▸ TASK TO CARRY OUT
Copy every line below that has the word "Perry" in it.

[Stored entries]
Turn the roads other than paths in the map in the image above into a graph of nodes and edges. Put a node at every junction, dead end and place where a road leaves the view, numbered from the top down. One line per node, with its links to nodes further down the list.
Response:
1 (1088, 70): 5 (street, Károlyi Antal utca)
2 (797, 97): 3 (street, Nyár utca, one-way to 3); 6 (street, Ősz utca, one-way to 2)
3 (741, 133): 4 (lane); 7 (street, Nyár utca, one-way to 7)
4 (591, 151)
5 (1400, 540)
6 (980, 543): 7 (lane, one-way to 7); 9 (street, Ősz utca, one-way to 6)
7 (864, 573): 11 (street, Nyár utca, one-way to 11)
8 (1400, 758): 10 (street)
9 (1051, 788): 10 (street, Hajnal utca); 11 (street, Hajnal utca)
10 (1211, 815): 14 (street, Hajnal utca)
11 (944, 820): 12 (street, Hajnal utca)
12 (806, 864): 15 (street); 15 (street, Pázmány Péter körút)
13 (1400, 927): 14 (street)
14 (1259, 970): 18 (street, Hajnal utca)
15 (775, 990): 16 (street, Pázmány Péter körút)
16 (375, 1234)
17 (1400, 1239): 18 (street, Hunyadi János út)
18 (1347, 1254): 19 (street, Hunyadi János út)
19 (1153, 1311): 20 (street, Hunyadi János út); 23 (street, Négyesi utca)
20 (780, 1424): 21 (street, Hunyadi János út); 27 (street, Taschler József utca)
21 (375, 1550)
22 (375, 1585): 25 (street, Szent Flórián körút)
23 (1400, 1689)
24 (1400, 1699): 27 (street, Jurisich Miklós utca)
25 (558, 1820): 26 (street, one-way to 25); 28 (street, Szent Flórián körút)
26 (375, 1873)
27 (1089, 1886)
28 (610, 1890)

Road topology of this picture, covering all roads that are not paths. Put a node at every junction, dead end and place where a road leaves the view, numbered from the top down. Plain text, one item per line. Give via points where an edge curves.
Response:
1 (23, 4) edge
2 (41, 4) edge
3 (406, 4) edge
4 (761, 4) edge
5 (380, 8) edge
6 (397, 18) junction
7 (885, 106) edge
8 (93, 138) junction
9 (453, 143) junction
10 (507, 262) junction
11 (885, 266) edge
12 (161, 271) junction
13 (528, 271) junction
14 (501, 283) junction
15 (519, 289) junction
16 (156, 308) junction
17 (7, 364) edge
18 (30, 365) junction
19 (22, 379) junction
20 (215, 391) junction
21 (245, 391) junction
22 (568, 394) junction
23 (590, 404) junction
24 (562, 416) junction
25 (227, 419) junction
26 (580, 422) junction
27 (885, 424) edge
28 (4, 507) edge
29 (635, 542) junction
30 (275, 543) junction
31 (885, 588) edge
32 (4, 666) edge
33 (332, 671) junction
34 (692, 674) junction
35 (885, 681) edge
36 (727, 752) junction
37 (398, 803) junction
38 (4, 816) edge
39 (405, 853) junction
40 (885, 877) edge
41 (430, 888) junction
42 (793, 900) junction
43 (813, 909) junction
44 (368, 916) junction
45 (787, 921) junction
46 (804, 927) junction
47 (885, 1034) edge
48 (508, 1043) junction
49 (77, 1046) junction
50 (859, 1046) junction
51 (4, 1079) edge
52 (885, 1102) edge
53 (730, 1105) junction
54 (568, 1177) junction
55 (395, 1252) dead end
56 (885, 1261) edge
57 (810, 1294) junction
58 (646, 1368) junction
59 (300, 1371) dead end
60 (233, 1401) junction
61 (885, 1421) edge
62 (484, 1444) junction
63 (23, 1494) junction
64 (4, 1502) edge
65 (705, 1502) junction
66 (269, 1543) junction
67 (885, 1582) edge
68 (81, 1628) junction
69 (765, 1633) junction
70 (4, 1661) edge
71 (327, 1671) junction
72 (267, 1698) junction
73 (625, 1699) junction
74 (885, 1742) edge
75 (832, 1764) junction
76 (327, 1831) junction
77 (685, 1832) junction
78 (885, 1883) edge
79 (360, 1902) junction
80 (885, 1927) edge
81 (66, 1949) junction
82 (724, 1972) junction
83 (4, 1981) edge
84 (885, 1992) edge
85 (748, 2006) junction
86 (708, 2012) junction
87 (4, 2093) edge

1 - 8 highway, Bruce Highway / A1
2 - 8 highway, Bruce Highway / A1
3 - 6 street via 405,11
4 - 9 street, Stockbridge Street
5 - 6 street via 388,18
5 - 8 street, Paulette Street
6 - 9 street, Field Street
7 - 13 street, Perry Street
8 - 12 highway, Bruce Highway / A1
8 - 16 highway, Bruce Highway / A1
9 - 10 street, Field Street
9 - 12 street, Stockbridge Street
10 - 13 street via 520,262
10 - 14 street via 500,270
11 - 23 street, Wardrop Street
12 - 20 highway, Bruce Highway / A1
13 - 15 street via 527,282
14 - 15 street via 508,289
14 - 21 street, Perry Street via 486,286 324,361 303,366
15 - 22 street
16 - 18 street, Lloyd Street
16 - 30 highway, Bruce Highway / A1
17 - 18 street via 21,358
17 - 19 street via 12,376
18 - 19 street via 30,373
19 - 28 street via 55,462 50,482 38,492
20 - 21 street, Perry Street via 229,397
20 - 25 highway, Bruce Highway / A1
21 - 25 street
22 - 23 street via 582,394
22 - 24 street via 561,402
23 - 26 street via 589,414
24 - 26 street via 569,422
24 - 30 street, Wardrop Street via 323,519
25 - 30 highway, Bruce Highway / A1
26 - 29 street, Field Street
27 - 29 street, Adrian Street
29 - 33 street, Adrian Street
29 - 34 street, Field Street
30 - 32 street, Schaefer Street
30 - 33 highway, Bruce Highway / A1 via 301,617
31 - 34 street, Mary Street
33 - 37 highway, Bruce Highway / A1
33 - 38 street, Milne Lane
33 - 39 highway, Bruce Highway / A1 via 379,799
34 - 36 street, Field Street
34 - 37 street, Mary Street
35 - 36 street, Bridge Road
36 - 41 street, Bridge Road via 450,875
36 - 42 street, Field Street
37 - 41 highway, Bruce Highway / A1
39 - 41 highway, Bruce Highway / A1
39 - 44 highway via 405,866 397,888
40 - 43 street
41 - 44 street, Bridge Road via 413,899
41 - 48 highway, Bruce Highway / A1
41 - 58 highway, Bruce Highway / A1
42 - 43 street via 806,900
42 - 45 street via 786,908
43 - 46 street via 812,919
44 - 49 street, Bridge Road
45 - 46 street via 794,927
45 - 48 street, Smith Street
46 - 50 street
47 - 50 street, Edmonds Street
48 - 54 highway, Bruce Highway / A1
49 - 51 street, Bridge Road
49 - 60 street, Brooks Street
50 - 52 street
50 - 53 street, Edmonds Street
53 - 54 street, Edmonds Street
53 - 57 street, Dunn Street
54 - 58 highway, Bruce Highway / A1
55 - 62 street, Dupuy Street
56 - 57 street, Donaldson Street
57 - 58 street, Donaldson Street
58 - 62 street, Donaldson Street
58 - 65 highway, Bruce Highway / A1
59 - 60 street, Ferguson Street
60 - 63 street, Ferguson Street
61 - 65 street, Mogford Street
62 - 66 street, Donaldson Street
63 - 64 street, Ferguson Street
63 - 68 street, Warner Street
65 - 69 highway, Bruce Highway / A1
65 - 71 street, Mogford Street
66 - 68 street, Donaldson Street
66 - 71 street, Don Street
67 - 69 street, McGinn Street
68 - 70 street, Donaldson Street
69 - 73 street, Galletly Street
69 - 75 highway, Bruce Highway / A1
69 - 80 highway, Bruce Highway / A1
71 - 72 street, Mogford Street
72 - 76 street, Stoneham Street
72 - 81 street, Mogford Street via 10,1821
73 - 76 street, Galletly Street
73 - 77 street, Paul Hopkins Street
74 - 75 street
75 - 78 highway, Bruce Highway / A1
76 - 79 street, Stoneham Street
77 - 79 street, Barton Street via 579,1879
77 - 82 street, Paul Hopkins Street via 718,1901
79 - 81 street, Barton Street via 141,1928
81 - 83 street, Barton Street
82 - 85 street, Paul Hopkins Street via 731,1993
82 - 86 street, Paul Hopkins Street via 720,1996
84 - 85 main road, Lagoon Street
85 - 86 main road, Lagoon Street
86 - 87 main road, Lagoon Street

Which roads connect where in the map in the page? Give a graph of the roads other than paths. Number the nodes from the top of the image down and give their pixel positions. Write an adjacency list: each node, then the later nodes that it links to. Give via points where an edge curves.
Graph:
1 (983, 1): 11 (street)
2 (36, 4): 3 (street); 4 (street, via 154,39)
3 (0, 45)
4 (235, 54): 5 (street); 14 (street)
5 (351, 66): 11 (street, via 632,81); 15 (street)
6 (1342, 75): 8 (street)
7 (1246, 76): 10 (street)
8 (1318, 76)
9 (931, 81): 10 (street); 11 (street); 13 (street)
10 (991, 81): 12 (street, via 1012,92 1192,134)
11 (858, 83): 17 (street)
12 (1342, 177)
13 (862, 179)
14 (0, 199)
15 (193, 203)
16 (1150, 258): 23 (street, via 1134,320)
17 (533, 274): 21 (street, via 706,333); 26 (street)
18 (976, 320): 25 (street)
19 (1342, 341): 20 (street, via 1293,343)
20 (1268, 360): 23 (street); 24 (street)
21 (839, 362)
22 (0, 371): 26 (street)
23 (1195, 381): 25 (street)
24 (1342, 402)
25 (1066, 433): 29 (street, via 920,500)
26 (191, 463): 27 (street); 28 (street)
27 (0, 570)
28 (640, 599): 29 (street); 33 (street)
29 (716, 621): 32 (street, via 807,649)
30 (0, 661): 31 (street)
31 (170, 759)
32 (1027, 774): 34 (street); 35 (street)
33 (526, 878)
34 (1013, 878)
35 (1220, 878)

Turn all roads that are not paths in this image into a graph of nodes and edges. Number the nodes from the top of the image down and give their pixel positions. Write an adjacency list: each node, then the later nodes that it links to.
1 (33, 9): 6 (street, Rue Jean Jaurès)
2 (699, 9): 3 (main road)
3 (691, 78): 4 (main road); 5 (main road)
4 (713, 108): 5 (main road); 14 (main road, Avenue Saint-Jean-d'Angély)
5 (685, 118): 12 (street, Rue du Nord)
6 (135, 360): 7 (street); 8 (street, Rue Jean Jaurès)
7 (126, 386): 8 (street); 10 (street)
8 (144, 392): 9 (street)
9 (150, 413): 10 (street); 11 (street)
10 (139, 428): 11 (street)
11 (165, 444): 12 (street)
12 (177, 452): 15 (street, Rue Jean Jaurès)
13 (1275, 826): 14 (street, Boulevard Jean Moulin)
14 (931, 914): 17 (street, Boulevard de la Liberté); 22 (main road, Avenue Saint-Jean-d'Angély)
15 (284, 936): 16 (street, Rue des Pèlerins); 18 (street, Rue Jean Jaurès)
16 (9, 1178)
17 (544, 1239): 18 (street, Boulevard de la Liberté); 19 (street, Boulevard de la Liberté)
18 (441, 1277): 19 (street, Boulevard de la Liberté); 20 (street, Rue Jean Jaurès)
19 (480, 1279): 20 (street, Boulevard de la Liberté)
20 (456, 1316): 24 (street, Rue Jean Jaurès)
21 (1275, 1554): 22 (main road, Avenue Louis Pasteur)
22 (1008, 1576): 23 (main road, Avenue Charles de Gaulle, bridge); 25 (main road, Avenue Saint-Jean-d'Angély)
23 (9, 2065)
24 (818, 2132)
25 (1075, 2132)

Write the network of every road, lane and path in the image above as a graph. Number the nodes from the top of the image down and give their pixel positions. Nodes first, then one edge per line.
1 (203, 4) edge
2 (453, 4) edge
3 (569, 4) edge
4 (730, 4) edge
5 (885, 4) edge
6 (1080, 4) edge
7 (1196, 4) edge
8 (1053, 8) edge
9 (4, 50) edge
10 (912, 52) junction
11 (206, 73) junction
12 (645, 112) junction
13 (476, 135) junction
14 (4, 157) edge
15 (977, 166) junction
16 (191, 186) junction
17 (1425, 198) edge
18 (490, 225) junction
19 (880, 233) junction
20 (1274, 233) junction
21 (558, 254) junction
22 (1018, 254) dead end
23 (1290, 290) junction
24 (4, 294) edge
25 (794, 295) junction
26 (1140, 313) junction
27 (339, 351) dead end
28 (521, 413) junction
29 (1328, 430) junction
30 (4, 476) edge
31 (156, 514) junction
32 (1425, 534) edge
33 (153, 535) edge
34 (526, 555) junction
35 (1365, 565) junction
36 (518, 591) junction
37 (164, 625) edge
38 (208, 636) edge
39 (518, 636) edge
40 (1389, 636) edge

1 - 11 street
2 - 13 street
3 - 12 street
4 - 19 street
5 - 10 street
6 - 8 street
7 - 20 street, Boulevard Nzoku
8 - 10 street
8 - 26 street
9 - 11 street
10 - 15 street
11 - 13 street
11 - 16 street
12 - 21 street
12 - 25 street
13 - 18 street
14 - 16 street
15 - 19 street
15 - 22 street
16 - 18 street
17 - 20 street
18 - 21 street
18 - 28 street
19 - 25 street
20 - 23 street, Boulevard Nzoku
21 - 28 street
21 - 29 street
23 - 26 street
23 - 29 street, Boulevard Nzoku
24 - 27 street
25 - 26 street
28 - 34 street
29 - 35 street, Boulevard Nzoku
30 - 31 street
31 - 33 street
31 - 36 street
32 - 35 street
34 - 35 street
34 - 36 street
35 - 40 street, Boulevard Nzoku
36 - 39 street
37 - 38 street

▸ ANSWER SECTION
7 - 13 street, Perry Street
14 - 21 street, Perry Street via 486,286 324,361 303,366
20 - 21 street, Perry Street via 229,397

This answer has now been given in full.